• What this task involves: Give the data again in full. Keep every line the same.

• Materials provided:
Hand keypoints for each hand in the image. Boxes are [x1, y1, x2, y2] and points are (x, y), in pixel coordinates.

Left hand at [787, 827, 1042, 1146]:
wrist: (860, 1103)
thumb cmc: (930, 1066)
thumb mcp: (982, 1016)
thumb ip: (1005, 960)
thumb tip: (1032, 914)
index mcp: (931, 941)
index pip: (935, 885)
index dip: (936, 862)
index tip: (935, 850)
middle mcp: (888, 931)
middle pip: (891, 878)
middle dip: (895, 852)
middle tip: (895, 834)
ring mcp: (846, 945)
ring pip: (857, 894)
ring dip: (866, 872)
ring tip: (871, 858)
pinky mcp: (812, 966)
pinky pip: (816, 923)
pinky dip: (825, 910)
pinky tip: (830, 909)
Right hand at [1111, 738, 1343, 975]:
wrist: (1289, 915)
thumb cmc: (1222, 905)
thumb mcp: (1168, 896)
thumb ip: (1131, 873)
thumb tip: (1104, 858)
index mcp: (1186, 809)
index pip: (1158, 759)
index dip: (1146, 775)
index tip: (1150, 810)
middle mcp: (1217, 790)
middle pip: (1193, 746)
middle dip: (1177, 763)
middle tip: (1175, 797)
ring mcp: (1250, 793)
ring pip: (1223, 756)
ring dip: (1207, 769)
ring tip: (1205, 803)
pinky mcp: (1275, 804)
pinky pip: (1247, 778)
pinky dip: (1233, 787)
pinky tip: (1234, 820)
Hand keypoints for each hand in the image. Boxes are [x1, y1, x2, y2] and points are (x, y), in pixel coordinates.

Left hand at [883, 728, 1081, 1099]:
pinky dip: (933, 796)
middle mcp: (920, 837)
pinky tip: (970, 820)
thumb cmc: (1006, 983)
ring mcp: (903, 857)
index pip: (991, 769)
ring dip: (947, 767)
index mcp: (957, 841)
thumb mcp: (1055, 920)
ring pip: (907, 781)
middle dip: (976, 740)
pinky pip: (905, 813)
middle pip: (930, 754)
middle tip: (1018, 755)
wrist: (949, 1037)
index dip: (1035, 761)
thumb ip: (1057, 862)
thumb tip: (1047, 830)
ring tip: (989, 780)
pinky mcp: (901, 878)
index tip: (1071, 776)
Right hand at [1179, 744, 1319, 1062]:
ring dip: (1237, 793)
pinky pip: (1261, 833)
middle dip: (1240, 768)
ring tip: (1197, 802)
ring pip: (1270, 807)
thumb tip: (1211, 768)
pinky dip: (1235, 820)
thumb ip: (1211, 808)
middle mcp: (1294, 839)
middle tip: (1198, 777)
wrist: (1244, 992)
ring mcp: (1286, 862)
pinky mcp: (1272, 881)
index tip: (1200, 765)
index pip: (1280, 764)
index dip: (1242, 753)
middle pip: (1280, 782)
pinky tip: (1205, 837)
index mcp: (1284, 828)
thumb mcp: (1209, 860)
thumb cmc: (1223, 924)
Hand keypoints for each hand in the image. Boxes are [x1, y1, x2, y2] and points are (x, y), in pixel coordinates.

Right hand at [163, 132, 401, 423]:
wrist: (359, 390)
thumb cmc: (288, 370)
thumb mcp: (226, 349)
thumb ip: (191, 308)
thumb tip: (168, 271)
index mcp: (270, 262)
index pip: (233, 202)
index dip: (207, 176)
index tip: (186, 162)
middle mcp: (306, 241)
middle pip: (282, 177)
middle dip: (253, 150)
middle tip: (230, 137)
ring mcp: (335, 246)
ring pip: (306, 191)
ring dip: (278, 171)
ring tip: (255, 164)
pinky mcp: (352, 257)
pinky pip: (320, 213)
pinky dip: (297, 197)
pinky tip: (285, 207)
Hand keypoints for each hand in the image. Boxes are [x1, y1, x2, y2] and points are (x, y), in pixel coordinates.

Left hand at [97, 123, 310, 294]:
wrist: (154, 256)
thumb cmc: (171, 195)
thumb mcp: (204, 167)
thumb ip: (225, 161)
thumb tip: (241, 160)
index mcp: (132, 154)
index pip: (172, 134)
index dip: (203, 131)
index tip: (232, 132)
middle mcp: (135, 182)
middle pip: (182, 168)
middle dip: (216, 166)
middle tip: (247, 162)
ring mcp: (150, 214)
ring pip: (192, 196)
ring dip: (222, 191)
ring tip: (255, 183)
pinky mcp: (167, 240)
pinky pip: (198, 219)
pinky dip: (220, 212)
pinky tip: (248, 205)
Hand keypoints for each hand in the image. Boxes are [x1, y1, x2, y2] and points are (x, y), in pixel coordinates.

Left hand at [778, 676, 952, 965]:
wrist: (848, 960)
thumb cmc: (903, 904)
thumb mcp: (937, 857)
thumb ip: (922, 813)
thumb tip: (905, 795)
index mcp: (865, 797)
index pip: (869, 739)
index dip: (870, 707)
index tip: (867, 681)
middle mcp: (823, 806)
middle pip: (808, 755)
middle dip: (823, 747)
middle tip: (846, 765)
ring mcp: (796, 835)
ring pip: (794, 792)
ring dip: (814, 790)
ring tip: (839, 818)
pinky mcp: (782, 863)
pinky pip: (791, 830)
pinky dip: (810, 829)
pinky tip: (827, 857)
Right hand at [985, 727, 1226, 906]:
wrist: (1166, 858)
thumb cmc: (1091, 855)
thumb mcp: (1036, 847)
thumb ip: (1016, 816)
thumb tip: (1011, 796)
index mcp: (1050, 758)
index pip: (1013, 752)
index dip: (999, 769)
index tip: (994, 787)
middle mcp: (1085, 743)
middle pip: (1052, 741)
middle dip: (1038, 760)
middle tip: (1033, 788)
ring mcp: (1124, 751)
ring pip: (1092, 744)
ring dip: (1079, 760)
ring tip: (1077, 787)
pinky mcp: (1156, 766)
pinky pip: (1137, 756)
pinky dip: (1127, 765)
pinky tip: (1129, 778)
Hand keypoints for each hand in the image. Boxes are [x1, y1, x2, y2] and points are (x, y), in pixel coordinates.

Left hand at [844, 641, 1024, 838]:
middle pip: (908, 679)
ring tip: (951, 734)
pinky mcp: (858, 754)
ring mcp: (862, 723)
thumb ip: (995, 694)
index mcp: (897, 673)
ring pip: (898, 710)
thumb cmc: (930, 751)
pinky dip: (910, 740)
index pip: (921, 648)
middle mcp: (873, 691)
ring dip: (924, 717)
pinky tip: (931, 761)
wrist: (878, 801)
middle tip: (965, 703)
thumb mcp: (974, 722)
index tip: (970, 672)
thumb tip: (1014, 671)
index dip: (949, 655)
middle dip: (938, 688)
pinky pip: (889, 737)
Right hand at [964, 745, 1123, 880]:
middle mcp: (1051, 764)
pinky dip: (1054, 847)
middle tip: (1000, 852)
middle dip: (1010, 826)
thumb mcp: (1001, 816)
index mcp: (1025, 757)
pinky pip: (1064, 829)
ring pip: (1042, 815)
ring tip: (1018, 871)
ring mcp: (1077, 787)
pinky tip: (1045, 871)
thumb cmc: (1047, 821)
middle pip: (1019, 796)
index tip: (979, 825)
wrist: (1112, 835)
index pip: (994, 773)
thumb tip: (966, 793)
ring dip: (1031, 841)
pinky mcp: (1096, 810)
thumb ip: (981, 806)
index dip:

• Response area:
Hand keypoints for each hand in the image. Boxes are [x1, y1, x2, y2] and points are (x, y), in pixel coordinates.

Left hand at [787, 827, 1042, 1146]:
wrist: (860, 1103)
thumb cmc: (930, 1066)
thumb mcp: (982, 1016)
thumb ip: (1005, 960)
thumb tip: (1032, 914)
index mcp: (931, 941)
index pip: (935, 885)
index dip: (936, 862)
index tip: (935, 850)
middle mcp: (888, 931)
middle pip: (891, 878)
middle dip: (895, 852)
middle tip: (895, 834)
ring mcp: (846, 945)
ring pip: (857, 894)
ring dip: (866, 872)
ring tip: (871, 858)
pinky mcp: (812, 966)
pinky pip: (816, 923)
pinky dip: (825, 910)
pinky tip: (830, 909)
Right hand at [1111, 738, 1343, 975]:
wrist: (1289, 915)
thumb cmc: (1222, 905)
thumb mcp: (1168, 896)
thumb ip: (1131, 873)
thumb tip: (1104, 858)
index mcp: (1186, 809)
index pip: (1158, 759)
index dip: (1146, 775)
index tip: (1150, 810)
middle mcp: (1217, 790)
middle pip: (1193, 746)
middle dip: (1177, 763)
middle tip: (1175, 797)
ring mcp: (1250, 793)
ring pip: (1223, 756)
ring dip: (1207, 769)
ring tip: (1205, 803)
pinky mcp: (1275, 804)
pinky pip: (1247, 778)
pinky dip: (1233, 787)
pinky tip: (1234, 820)
Hand keypoints for each hand in the image. Boxes are [x1, y1, x2, y2] and points are (x, y), in pixel coordinates.

Left hand at [883, 728, 1081, 1099]:
pinky dip: (933, 796)
middle mcp: (920, 837)
pinky tip: (970, 820)
thumb cmc: (1006, 983)
ring mcp: (903, 857)
index pip: (991, 769)
ring dip: (947, 767)
index mcp: (957, 841)
thumb mcp: (1055, 920)
ring pip: (907, 781)
middle dip: (976, 740)
pinky pip: (905, 813)
middle pip: (930, 754)
middle tip: (1018, 755)
wrist: (949, 1037)
index dip: (1035, 761)
thumb ip: (1057, 862)
thumb tip: (1047, 830)
ring tip: (989, 780)
pinky mcp: (901, 878)
index tip: (1071, 776)
Right hand at [1179, 744, 1319, 1062]:
ring dip: (1237, 793)
pinky pip: (1261, 833)
middle dip: (1240, 768)
ring tip: (1197, 802)
ring pip: (1270, 807)
thumb tip: (1211, 768)
pinky dip: (1235, 820)
thumb ip: (1211, 808)
middle mcp: (1294, 839)
middle tip: (1198, 777)
wrist: (1244, 992)
ring mcp: (1286, 862)
pinky mcp: (1272, 881)
index tip: (1200, 765)
index pip: (1280, 764)
index dip: (1242, 753)
middle pip: (1280, 782)
pinky tip: (1205, 837)
index mcp: (1284, 828)
thumb mcp: (1209, 860)
thumb cmc: (1223, 924)
Hand keypoints for each hand in the image. Boxes are [x1, y1, x2, y2] and points are (x, y), in pixel coordinates.

Right hand at [163, 132, 401, 423]:
wrist: (359, 390)
thumb cmc: (288, 370)
thumb mcp: (226, 349)
thumb ip: (191, 308)
thumb tip: (168, 271)
index mcp: (270, 262)
index pip: (233, 202)
index dip: (207, 176)
index tip: (186, 162)
middle mcp: (306, 241)
middle pip: (282, 177)
middle dip: (253, 150)
middle tip: (230, 137)
ring mcp: (335, 246)
ring pip: (306, 191)
ring dip: (278, 171)
ring tip: (255, 164)
pinky mcp: (352, 257)
pinky pip: (320, 213)
pinky dip: (297, 197)
pinky tip: (285, 207)
Hand keypoints for each hand in the image. Boxes are [x1, y1, x2, y2] and points are (x, y), in pixel coordinates.

Left hand at [97, 123, 310, 294]:
wrist: (154, 256)
thumb cmc: (171, 195)
thumb mcp: (204, 167)
thumb ip: (225, 161)
thumb tip: (241, 160)
index mcp: (132, 154)
index pip: (172, 134)
index dip: (203, 131)
index tip: (232, 132)
middle mcp: (135, 182)
middle pip: (182, 168)
middle dip: (216, 166)
middle tip: (247, 162)
ring mcp: (150, 214)
ring pip: (192, 196)
ring dip: (222, 191)
ring tip: (255, 183)
pinky mcp: (167, 240)
pinky pip: (198, 219)
pinky dip: (220, 212)
pinky tip: (248, 205)
Hand keypoints for each hand in the image. Boxes are [x1, y1, x2, y2] and points are (x, y), in pixel coordinates.

Left hand at [778, 676, 952, 965]:
wrist: (848, 960)
thumb cmc: (903, 904)
thumb mcp: (937, 857)
thumb ip: (922, 813)
thumb tip: (905, 795)
index mcp: (865, 797)
index pip: (869, 739)
index dip: (870, 707)
index tip: (867, 681)
middle mcp: (823, 806)
middle pip: (808, 755)
middle dip: (823, 747)
middle tip: (846, 765)
ring mcp: (796, 835)
ring pip: (794, 792)
ring dip: (814, 790)
ring tip: (839, 818)
pinky mcp: (782, 863)
pinky pip: (791, 830)
pinky dip: (810, 829)
pinky tip: (827, 857)
Right hand at [985, 727, 1226, 906]:
wrist: (1166, 858)
thumb cmc: (1091, 855)
thumb mcp: (1036, 847)
thumb ip: (1016, 816)
thumb tip: (1011, 796)
index mcp: (1050, 758)
index pip: (1013, 752)
index dip: (999, 769)
index tip: (994, 787)
middle mcp: (1085, 743)
middle pip: (1052, 741)
middle dip: (1038, 760)
middle tip: (1033, 788)
ring mcp: (1124, 751)
ring pip: (1092, 744)
ring dip: (1079, 760)
ring tip: (1077, 787)
pinky mcp: (1156, 766)
pinky pip: (1137, 756)
pinky dip: (1127, 765)
pinky tip: (1129, 778)
Hand keypoints for each hand in the image. Boxes are [x1, y1, x2, y2] and points are (x, y), in pixel coordinates.

Left hand at [844, 641, 1024, 838]:
middle pip: (908, 679)
ring tip: (951, 734)
pinky mcp: (858, 754)
ring mcp: (862, 723)
thumb ip: (995, 694)
index mcp: (897, 673)
ring pip: (898, 710)
thumb cmc: (930, 751)
pinky dip: (910, 740)
index pip: (921, 648)
middle mcp: (873, 691)
ring dip: (924, 717)
pinky tip: (931, 761)
wrist: (878, 801)
middle tip: (965, 703)
thumb mcp: (974, 722)
index tip: (970, 672)
thumb tip: (1014, 671)
index dip: (949, 655)
middle dip: (938, 688)
pinky pip: (889, 737)
Right hand at [964, 745, 1123, 880]:
middle mcp: (1051, 764)
pinky dip: (1054, 847)
middle tip: (1000, 852)
middle dip: (1010, 826)
thumb mcp: (1001, 816)
index mcp: (1025, 757)
pinky pip: (1064, 829)
ring pip: (1042, 815)
ring tip: (1018, 871)
ring mcp: (1077, 787)
pinky tip: (1045, 871)
thumb cmc: (1047, 821)
middle pip: (1019, 796)
index tip: (979, 825)
wrist: (1112, 835)
index pip: (994, 773)
thumb tip: (966, 793)
ring dip: (1031, 841)
pinky mcp: (1096, 810)
thumb ip: (981, 806)
index dip:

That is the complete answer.